Jean-Pierre Julian au salon du livre de Dijon
Qui êtes-vous ?
Je suis né à Nîmes en 1961. Mon livre de chevet à partir de 16 ans était Le Capital de Karl Marx. À l’âge de 18 ans je suis allé faire des études à Montpellier. Puis j’ai fait du théâtre pendant dix ans. J’ai découvert le protestantisme à l’âge de 28 ans. Je n’avais aucune culture chrétienne. J’ai épousé Magali, qui m’a permis au fil du temps de bien comprendre la culture réformée. De notre union sont nés Samuel en 1998 et Étienne en 2002. J’ai fait mes études de théologie à Montpellier puis à Paris puis mon stage pratique à l’Église du Luxembourg à Paris. J’ai été pasteur à Montargis-Chatillon Coligny pendant cinq ans ; à Montauban, Albefeuille Lagarde, Meauzac, Moissac pendant neuf ans ; à Montpellier au temple de la rue de Maguelone pendant huit ans. J’ai assuré la présidence du conseil régional en Cévennes-Languedoc-Roussillon également pendant huit ans. Actuellement, je suis pasteur à Clermont l’Hérault/Saint Pargoire – Lamalou-les-bains.
Pour (-) quoi écrivez-vous ?
Depuis l’âge de 15,16 ans j’aime écrire des poèmes, des réflexions. Mettre sur une feuille blanche puis sur un écran d’ordinateur ce qui me passe par la tête, le relire, le retravailler puis le supprimer et repartir de zéro. Les conseils de mon beau père, Jean-Claude Almalric, et de mon épouse Magali, tous deux universitaires, puis mes études de théologie m’ont appris l’esprit de synthèse et le poids des mots. J’ai beaucoup apprécié le professeur André Gounelle pour son esprit de clarté. Comme j’ai beaucoup appris du professeur, pasteur et ermite Daniel Bourguet sur l’importance en théologie des prépositions, qui en disent plus que ce que nous imaginons. Aujourd’hui, j’arrive au terme de mon ministère pastoral. J’ai encore, si la santé le permet, quatre à cinq ans de ministère.
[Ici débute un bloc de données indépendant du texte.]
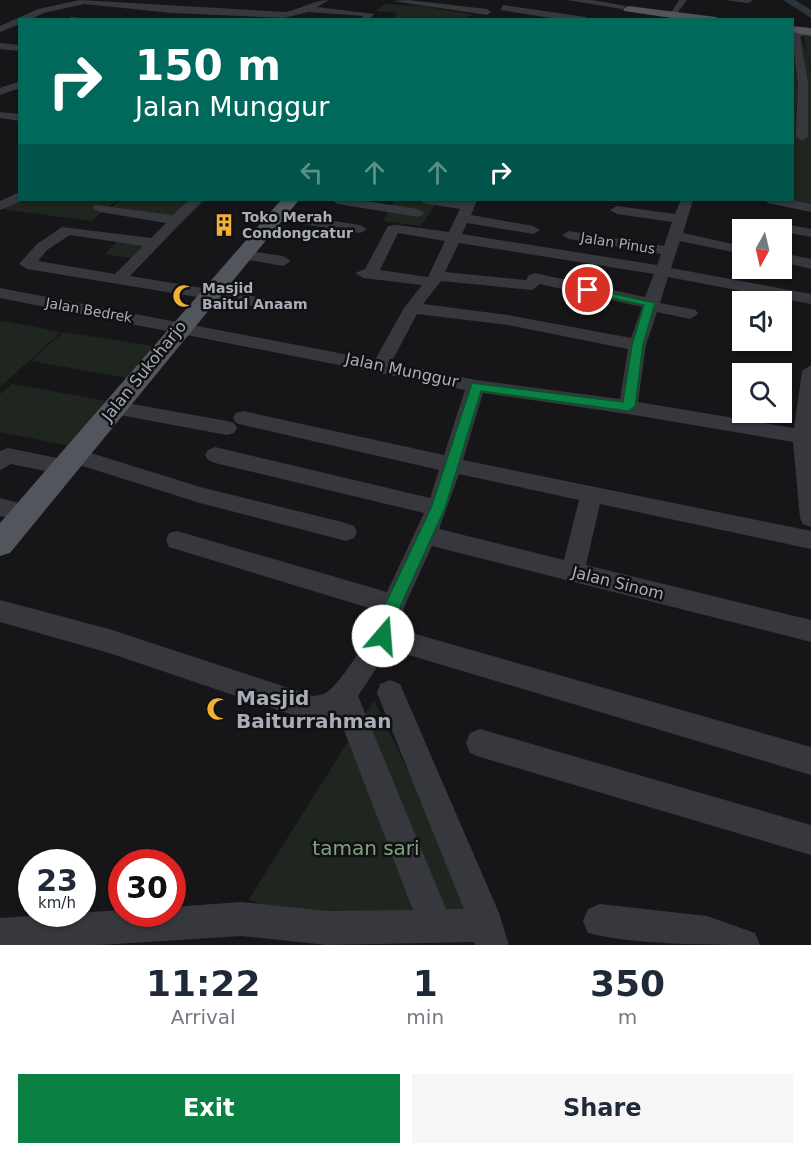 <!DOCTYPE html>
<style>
:root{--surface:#fff;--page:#f6f6f7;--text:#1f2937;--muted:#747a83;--accent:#0b8043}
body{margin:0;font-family:"DejaVu Sans",sans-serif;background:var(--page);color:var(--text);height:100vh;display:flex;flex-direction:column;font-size:22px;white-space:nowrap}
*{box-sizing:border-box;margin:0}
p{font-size:20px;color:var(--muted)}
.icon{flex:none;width:33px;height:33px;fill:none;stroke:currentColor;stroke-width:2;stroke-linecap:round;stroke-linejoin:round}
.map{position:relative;height:945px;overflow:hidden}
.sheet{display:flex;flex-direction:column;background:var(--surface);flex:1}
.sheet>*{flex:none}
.guide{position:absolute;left:18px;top:18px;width:776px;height:183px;border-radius:0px;box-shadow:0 2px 4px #0004;background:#00695c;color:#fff;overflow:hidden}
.needle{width:39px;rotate:188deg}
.tools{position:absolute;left:732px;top:219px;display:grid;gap:12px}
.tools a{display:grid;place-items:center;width:60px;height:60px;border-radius:0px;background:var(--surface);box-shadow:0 2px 4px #0004;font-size:30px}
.speed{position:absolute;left:18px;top:849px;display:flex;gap:12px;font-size:30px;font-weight:700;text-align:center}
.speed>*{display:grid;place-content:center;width:78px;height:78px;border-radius:50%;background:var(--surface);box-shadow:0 2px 4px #0004;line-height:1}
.speed small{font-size:15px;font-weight:400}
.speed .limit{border:9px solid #d22;background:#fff;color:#111}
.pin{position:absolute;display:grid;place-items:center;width:51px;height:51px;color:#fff;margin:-26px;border:3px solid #fff;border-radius:50%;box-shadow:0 2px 6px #0007}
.me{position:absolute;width:66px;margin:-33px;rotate:18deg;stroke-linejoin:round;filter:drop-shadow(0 0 4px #0008)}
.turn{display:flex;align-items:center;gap:21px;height:126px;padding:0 18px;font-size:27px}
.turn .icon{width:78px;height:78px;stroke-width:2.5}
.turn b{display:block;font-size:42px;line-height:51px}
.lanes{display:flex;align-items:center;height:57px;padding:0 18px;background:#0003;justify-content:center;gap:30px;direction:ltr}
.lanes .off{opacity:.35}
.eta{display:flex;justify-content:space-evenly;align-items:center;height:102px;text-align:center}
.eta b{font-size:36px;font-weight:600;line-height:42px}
.button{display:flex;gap:12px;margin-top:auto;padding:12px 18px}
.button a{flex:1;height:69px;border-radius:0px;background:var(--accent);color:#fff;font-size:24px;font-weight:600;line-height:69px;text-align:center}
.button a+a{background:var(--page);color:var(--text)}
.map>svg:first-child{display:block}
</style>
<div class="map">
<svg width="811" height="945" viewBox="0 0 811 945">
<rect width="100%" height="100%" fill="#161618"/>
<path fill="#1e261f" d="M384,4L422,6L474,15L458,19H393L396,13L376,11Z
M792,30H798L808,54L802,31L811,32V64L808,56L811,72V205L781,200H792Z
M20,200H117L91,221L0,209Z
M122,200H206L184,221L111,208Z
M395,200L437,202L421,226L383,221Z
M118,241L147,246L135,259L105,254Z
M4,321L61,332L0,387V322Z
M63,332L165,348L145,381L31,361Z
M12,384L119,403L76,447L0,432V394Z
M374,700L480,921L300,920L249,899Z"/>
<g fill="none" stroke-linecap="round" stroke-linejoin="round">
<path fill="#2c353c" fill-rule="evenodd" d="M783,0H795L811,10V18Z"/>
<path fill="#37383d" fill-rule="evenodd" d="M80,0L284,12C300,10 313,0 329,0L317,7L374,14L369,20H360L363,16L308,12L284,18L172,13L84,4L44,13L29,20H20V24L0,32V26L38,9Z
M408,0L487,9L491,12L487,15L392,1Z
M567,0H592L626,6L622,9Z
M679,0H687L675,16H669Z
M724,0H751L752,1L748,3Z
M503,5L586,17L590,20H564L500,10Z
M71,17L99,20H67Z
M801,31L806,34L800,37L808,83V137L802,141L796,137L798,83L792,33Z
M0,43L20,45V51L0,49Z
M20,81V88L0,95V88Z
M0,112L20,114V121L0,118Z
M20,192V200H24L0,210V201Z
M189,200H203L130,276L276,300L282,302L284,305L282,308L276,310L27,269L19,264L37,244L62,227L151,238L166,223L100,212L93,208L95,205L173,215ZM70,235L143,246L115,274L38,261L47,250Z
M331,200H360L418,209L425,213L418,217L338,204Z
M422,200H477L471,215L533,226L540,230L533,234L467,223L462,234L657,265L661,254L569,239L562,235L569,231L664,246L672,222L617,214L610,210L617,206L675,214L681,200H693L683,233L742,246V254L680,241L671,268L811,294V304L668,277L660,303L696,310L698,314L690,319L657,312L646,345L638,402L794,428L802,371L811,365V527L803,524L800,518L793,442L628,414L483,393L463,460L811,531V549L600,504L586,565L811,620V642L432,546L405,605L398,629L811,747V775L389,649L358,696L446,909H464L377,693L380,684L390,680L400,684L499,913L509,945H475L474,942L327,945L241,936L100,945H0V918L122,910V914H172V907L241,902L327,911L413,910L339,717L313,722L109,653L0,622V600L109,629L313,696C318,695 323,695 327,692C345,679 372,632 379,611L169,547L166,540L169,533L177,531L387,592L424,513L215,463L208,460L205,455L208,450L215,447L430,498L439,470L243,425L236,423L233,418L236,413L243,411L444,455L465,390L0,298V288L375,360L404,308L422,285L363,278L355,273L365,269L388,226L397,225L449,232L460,209L423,203ZM398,233L445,241L428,277L380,270ZM459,243L654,274L645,297L535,273L529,275L526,280L445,272ZM441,281L532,290L540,284L642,307L631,338L508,315L423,304ZM417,314L508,325L628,349L620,399L476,380L391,363ZM459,474L579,500L564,560L439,529Z
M766,200H790L811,204V212L768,203Z
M275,212L360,225L367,229L360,233L270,219L268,216Z
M759,219L811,229V237L754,226V220Z
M243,250L283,256L291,261L283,266L238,258L235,255Z
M782,253L811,259V269L782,262Z
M116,401L227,421L234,423L237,428L234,433L227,435L109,413L106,408L109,403Z
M8,448L67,460L65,456L68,451L75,448L200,487L346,523L354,526L357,532L354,538L346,541L200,503L73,463L75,467L72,473L65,475L11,464L0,470V451Z
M0,498L34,507L37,513L34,519L26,522L0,516Z
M480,729L811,825V855L480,757L470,753L466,743L470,733Z
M600,904L707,916L755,933L760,945C711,945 633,945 588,933L583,921L588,909Z"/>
<path fill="#53555c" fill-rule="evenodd" d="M628,6L716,17L721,20H685L624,11L623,9Z
M792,26L811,28V36L792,32Z
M281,200H299L10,553L0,556V523Z"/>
</g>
<path fill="#0b8043" stroke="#07532c" stroke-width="1.5" d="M584,287L655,303L643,345L635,407L628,411L481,391L445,508L401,605L389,641L383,644L377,641L375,636L385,605L431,508L472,383L623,402L632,345L644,305L584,292Z"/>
<defs>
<g id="building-bare" transform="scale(1.8)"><path d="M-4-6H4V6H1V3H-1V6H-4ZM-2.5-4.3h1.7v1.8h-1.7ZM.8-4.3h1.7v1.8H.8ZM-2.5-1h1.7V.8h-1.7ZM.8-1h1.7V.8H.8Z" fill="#f2b134" stroke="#111113" stroke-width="2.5" paint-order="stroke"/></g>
<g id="mosque-bare" transform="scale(1.8)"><path d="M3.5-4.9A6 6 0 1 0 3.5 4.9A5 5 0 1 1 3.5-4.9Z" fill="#f2b134" stroke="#111113" stroke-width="2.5" paint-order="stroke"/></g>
</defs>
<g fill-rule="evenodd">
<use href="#building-bare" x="224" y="225"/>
<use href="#mosque-bare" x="184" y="296"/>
<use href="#mosque-bare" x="218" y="709"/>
</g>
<g text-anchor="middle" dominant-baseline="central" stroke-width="5" stroke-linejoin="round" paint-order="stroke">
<g font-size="14" font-weight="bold" fill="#a8adb8" stroke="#111113" text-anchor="start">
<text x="242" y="217">Toko Merah<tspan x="242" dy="16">Condongcatur</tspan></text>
<text x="202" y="288">Masjid<tspan x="202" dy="16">Baitul Anaam</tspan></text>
</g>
<g font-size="14" fill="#a8adb8" stroke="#111113">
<text transform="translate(618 243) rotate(9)">Jalan Pinus</text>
<text transform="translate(89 310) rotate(10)">Jalan Bedrek</text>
</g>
<g font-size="16" fill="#a8adb8" stroke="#111113">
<text transform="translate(402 370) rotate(12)">Jalan Munggur</text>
<text transform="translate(144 371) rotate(-51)">Jalan Sukoharjo</text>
<text transform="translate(618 583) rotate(14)">Jalan Sinom</text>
</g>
<g font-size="20" font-weight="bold" fill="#a8adb8" stroke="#111113" text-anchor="start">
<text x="236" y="698">Masjid<tspan x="236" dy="23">Baiturrahman</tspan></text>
</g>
<g font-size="20" fill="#7fa381" stroke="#111113">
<text x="366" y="848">taman sari</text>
</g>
</g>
</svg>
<div class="tools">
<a><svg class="needle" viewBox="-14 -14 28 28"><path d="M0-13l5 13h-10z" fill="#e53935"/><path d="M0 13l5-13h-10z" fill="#747a83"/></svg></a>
<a><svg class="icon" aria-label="sound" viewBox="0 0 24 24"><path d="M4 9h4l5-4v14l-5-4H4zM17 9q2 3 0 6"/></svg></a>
<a><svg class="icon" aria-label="search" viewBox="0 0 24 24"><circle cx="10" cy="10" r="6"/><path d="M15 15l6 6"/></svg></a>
</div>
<div class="speed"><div>23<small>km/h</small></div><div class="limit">30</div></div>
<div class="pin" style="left:588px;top:290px;background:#d93025"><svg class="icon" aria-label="arrive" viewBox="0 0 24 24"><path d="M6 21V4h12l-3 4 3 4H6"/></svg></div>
<svg class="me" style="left:383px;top:636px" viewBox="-20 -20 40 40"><circle r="19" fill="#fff"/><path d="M0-13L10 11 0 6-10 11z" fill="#0b8043"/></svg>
<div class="guide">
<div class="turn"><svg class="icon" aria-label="right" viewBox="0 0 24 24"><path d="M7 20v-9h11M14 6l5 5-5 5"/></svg><div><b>150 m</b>Jalan Munggur</div></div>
<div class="lanes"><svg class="icon off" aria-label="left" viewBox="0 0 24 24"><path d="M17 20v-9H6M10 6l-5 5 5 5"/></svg><svg class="icon off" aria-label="ahead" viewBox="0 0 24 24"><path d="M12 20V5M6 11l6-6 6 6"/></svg><svg class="icon off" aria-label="ahead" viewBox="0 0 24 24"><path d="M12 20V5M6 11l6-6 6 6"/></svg><svg class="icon" aria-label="right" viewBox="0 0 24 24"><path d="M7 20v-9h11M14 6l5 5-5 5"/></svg></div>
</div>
</div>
<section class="sheet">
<div class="eta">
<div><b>11:22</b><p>Arrival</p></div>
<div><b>1</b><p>min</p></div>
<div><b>350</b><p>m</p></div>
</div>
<div class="button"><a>Exit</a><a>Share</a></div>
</section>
Le besoin de transmettre quelque chose se fait plus fort au fil du temps. Même si nous ne sommes pas là pour nous faire un nom, nous devons témoigner du seul nom qui libère et sauve : le Seigneur Jésus. Dans mon cœur a grandi l’idée qu’il serait intéressant pour celles et ceux qui ont la foi ou qui s’intéressent à la foi chrétienne de plonger dans la profondeur de cette intériorité qui nous caractérise tous.
Quelle est l’histoire de ce livre ?
Ce livre est le résultat d’un parcours spirituel et d’une prise de conscience que notre monde a basculé de l’univers de l’écrit dans l’univers de l’image. L’image est devenue omniprésente dans nos maisons, nos voitures, nos portables, sur nos lunettes. La révolution numérique imite de plus en plus parfaitement le réel, nos images, nos voix, nos démarches, nos dialogues. L’intelligence générative supplante nos capacités de synthèse, d’information, de réflexion, de rapidité. Il devient délicat de distinguer ce qui est vrai ou faux.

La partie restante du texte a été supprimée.